### Data records:
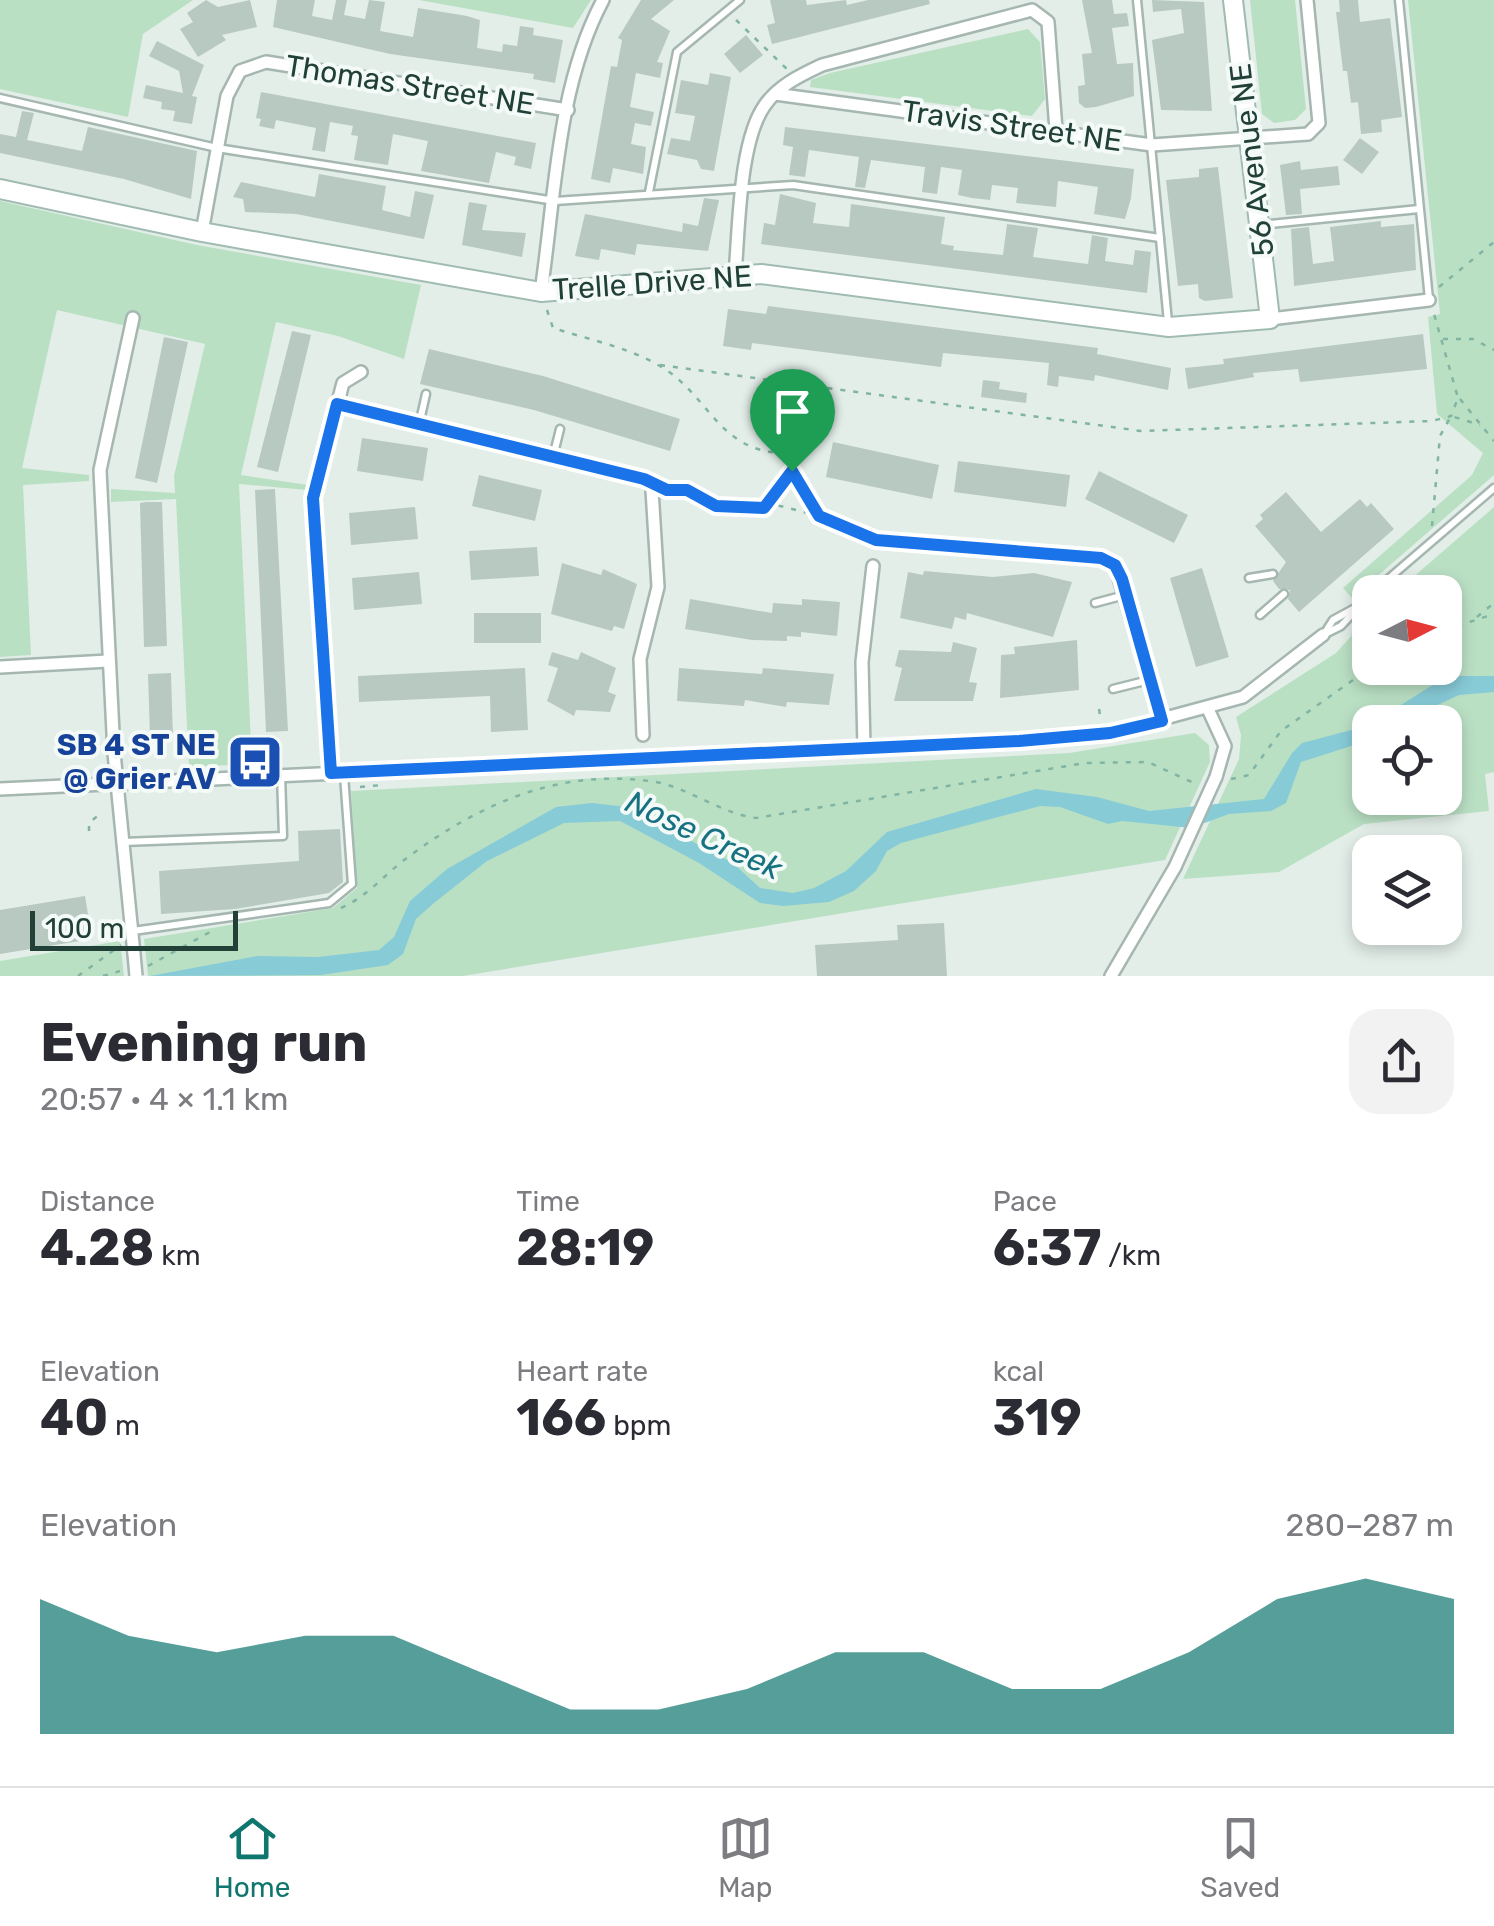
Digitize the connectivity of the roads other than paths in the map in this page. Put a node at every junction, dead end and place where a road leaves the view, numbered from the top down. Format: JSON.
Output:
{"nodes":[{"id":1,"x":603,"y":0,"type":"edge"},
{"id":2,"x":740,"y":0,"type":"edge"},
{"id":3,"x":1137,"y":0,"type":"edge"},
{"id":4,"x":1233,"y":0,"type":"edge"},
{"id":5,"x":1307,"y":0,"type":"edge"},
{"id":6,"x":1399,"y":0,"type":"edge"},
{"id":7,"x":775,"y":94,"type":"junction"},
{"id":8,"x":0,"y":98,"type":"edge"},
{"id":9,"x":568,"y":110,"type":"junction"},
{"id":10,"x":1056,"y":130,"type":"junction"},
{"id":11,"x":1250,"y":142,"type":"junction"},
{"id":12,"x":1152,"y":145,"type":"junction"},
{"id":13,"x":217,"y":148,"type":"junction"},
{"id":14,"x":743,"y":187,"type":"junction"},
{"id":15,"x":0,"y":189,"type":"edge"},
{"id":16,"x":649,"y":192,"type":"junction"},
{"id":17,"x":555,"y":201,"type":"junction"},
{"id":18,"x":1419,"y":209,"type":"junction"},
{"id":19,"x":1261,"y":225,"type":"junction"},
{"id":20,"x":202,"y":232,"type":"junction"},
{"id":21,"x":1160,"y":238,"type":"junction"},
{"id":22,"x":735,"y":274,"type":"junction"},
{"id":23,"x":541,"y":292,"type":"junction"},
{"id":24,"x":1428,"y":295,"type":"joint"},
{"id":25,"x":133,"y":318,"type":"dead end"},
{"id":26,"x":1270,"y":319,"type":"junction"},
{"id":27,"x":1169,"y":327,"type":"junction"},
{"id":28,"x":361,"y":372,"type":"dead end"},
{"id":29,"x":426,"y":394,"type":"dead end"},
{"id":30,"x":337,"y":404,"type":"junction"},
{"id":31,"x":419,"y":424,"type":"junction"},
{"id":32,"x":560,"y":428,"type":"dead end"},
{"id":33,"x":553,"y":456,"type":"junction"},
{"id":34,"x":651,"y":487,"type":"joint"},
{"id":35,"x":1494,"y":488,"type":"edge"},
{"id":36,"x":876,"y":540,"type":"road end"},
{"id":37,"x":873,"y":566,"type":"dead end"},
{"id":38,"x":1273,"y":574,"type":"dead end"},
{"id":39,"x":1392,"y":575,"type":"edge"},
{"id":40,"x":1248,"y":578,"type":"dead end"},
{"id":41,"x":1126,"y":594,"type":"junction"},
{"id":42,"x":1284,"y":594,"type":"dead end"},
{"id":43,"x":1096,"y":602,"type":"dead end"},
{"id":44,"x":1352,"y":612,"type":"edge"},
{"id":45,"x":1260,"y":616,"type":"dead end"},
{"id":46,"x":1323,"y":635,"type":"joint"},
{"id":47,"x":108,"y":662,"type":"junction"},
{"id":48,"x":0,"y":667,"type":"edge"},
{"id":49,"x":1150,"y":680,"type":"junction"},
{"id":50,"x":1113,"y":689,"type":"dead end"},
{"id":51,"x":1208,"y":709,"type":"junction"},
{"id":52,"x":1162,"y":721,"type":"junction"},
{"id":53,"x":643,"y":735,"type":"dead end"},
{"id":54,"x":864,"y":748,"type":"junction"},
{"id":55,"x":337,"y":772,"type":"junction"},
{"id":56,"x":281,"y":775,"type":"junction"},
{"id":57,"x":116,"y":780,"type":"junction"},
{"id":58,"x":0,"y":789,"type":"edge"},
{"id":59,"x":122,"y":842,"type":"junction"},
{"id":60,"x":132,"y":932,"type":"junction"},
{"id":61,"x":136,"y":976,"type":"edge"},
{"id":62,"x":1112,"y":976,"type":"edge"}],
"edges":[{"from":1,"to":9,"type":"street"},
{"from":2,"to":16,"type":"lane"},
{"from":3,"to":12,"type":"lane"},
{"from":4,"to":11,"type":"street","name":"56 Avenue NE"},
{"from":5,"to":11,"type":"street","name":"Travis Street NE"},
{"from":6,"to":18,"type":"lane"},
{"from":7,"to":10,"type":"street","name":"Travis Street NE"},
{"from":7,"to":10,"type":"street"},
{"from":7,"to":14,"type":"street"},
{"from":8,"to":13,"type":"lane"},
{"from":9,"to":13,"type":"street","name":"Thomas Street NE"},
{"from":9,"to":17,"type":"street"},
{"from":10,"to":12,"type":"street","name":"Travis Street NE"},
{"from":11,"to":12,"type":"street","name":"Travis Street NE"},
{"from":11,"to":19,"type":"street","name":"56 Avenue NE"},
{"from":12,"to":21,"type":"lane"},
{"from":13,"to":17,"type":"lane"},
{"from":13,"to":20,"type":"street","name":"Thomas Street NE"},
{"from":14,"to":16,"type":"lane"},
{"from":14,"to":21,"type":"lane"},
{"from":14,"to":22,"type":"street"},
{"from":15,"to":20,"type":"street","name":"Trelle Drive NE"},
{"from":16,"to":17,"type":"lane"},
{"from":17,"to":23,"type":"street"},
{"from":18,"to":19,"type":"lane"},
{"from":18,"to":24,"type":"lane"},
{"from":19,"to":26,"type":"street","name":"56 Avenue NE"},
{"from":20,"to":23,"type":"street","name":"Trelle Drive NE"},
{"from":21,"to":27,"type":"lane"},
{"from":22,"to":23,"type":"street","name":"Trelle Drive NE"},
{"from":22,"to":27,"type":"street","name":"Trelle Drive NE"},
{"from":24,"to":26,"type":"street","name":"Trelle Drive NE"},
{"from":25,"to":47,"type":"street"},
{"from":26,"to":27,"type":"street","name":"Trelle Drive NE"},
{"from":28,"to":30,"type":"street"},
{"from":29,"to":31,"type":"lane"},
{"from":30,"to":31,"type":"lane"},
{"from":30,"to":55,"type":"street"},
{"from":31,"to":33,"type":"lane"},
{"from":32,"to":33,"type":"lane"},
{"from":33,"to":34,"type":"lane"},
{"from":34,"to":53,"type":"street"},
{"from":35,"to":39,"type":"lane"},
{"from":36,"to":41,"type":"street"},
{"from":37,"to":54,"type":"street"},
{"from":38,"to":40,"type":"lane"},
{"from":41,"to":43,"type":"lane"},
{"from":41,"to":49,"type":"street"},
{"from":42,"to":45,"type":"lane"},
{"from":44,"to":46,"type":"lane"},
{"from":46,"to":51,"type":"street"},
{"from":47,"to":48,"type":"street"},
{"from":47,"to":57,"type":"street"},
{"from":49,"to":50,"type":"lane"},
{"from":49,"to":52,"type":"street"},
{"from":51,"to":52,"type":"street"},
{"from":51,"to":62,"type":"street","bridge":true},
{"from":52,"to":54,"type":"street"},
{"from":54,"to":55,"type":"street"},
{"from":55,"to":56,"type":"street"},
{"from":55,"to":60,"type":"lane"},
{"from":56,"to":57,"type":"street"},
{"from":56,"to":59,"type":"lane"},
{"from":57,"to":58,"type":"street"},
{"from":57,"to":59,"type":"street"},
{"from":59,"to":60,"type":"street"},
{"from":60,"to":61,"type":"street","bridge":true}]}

### Task details:
Give the listing again exactly, but omit each image.

### Result:
Digitize the connectivity of the roads other than paths in the map in this page. Put a node at every junction, dead end and place where a road leaves the view, numbered from the top down. Format: JSON.
Output:
{"nodes":[{"id":1,"x":603,"y":0,"type":"edge"},
{"id":2,"x":740,"y":0,"type":"edge"},
{"id":3,"x":1137,"y":0,"type":"edge"},
{"id":4,"x":1233,"y":0,"type":"edge"},
{"id":5,"x":1307,"y":0,"type":"edge"},
{"id":6,"x":1399,"y":0,"type":"edge"},
{"id":7,"x":775,"y":94,"type":"junction"},
{"id":8,"x":0,"y":98,"type":"edge"},
{"id":9,"x":568,"y":110,"type":"junction"},
{"id":10,"x":1056,"y":130,"type":"junction"},
{"id":11,"x":1250,"y":142,"type":"junction"},
{"id":12,"x":1152,"y":145,"type":"junction"},
{"id":13,"x":217,"y":148,"type":"junction"},
{"id":14,"x":743,"y":187,"type":"junction"},
{"id":15,"x":0,"y":189,"type":"edge"},
{"id":16,"x":649,"y":192,"type":"junction"},
{"id":17,"x":555,"y":201,"type":"junction"},
{"id":18,"x":1419,"y":209,"type":"junction"},
{"id":19,"x":1261,"y":225,"type":"junction"},
{"id":20,"x":202,"y":232,"type":"junction"},
{"id":21,"x":1160,"y":238,"type":"junction"},
{"id":22,"x":735,"y":274,"type":"junction"},
{"id":23,"x":541,"y":292,"type":"junction"},
{"id":24,"x":1428,"y":295,"type":"joint"},
{"id":25,"x":133,"y":318,"type":"dead end"},
{"id":26,"x":1270,"y":319,"type":"junction"},
{"id":27,"x":1169,"y":327,"type":"junction"},
{"id":28,"x":361,"y":372,"type":"dead end"},
{"id":29,"x":426,"y":394,"type":"dead end"},
{"id":30,"x":337,"y":404,"type":"junction"},
{"id":31,"x":419,"y":424,"type":"junction"},
{"id":32,"x":560,"y":428,"type":"dead end"},
{"id":33,"x":553,"y":456,"type":"junction"},
{"id":34,"x":651,"y":487,"type":"joint"},
{"id":35,"x":1494,"y":488,"type":"edge"},
{"id":36,"x":876,"y":540,"type":"road end"},
{"id":37,"x":873,"y":566,"type":"dead end"},
{"id":38,"x":1273,"y":574,"type":"dead end"},
{"id":39,"x":1392,"y":575,"type":"edge"},
{"id":40,"x":1248,"y":578,"type":"dead end"},
{"id":41,"x":1126,"y":594,"type":"junction"},
{"id":42,"x":1284,"y":594,"type":"dead end"},
{"id":43,"x":1096,"y":602,"type":"dead end"},
{"id":44,"x":1352,"y":612,"type":"edge"},
{"id":45,"x":1260,"y":616,"type":"dead end"},
{"id":46,"x":1323,"y":635,"type":"joint"},
{"id":47,"x":108,"y":662,"type":"junction"},
{"id":48,"x":0,"y":667,"type":"edge"},
{"id":49,"x":1150,"y":680,"type":"junction"},
{"id":50,"x":1113,"y":689,"type":"dead end"},
{"id":51,"x":1208,"y":709,"type":"junction"},
{"id":52,"x":1162,"y":721,"type":"junction"},
{"id":53,"x":643,"y":735,"type":"dead end"},
{"id":54,"x":864,"y":748,"type":"junction"},
{"id":55,"x":337,"y":772,"type":"junction"},
{"id":56,"x":281,"y":775,"type":"junction"},
{"id":57,"x":116,"y":780,"type":"junction"},
{"id":58,"x":0,"y":789,"type":"edge"},
{"id":59,"x":122,"y":842,"type":"junction"},
{"id":60,"x":132,"y":932,"type":"junction"},
{"id":61,"x":136,"y":976,"type":"edge"},
{"id":62,"x":1112,"y":976,"type":"edge"}],
"edges":[{"from":1,"to":9,"type":"street"},
{"from":2,"to":16,"type":"lane"},
{"from":3,"to":12,"type":"lane"},
{"from":4,"to":11,"type":"street","name":"56 Avenue NE"},
{"from":5,"to":11,"type":"street","name":"Travis Street NE"},
{"from":6,"to":18,"type":"lane"},
{"from":7,"to":10,"type":"street","name":"Travis Street NE"},
{"from":7,"to":10,"type":"street"},
{"from":7,"to":14,"type":"street"},
{"from":8,"to":13,"type":"lane"},
{"from":9,"to":13,"type":"street","name":"Thomas Street NE"},
{"from":9,"to":17,"type":"street"},
{"from":10,"to":12,"type":"street","name":"Travis Street NE"},
{"from":11,"to":12,"type":"street","name":"Travis Street NE"},
{"from":11,"to":19,"type":"street","name":"56 Avenue NE"},
{"from":12,"to":21,"type":"lane"},
{"from":13,"to":17,"type":"lane"},
{"from":13,"to":20,"type":"street","name":"Thomas Street NE"},
{"from":14,"to":16,"type":"lane"},
{"from":14,"to":21,"type":"lane"},
{"from":14,"to":22,"type":"street"},
{"from":15,"to":20,"type":"street","name":"Trelle Drive NE"},
{"from":16,"to":17,"type":"lane"},
{"from":17,"to":23,"type":"street"},
{"from":18,"to":19,"type":"lane"},
{"from":18,"to":24,"type":"lane"},
{"from":19,"to":26,"type":"street","name":"56 Avenue NE"},
{"from":20,"to":23,"type":"street","name":"Trelle Drive NE"},
{"from":21,"to":27,"type":"lane"},
{"from":22,"to":23,"type":"street","name":"Trelle Drive NE"},
{"from":22,"to":27,"type":"street","name":"Trelle Drive NE"},
{"from":24,"to":26,"type":"street","name":"Trelle Drive NE"},
{"from":25,"to":47,"type":"street"},
{"from":26,"to":27,"type":"street","name":"Trelle Drive NE"},
{"from":28,"to":30,"type":"street"},
{"from":29,"to":31,"type":"lane"},
{"from":30,"to":31,"type":"lane"},
{"from":30,"to":55,"type":"street"},
{"from":31,"to":33,"type":"lane"},
{"from":32,"to":33,"type":"lane"},
{"from":33,"to":34,"type":"lane"},
{"from":34,"to":53,"type":"street"},
{"from":35,"to":39,"type":"lane"},
{"from":36,"to":41,"type":"street"},
{"from":37,"to":54,"type":"street"},
{"from":38,"to":40,"type":"lane"},
{"from":41,"to":43,"type":"lane"},
{"from":41,"to":49,"type":"street"},
{"from":42,"to":45,"type":"lane"},
{"from":44,"to":46,"type":"lane"},
{"from":46,"to":51,"type":"street"},
{"from":47,"to":48,"type":"street"},
{"from":47,"to":57,"type":"street"},
{"from":49,"to":50,"type":"lane"},
{"from":49,"to":52,"type":"street"},
{"from":51,"to":52,"type":"street"},
{"from":51,"to":62,"type":"street","bridge":true},
{"from":52,"to":54,"type":"street"},
{"from":54,"to":55,"type":"street"},
{"from":55,"to":56,"type":"street"},
{"from":55,"to":60,"type":"lane"},
{"from":56,"to":57,"type":"street"},
{"from":56,"to":59,"type":"lane"},
{"from":57,"to":58,"type":"street"},
{"from":57,"to":59,"type":"street"},
{"from":59,"to":60,"type":"street"},
{"from":60,"to":61,"type":"street","bridge":true}]}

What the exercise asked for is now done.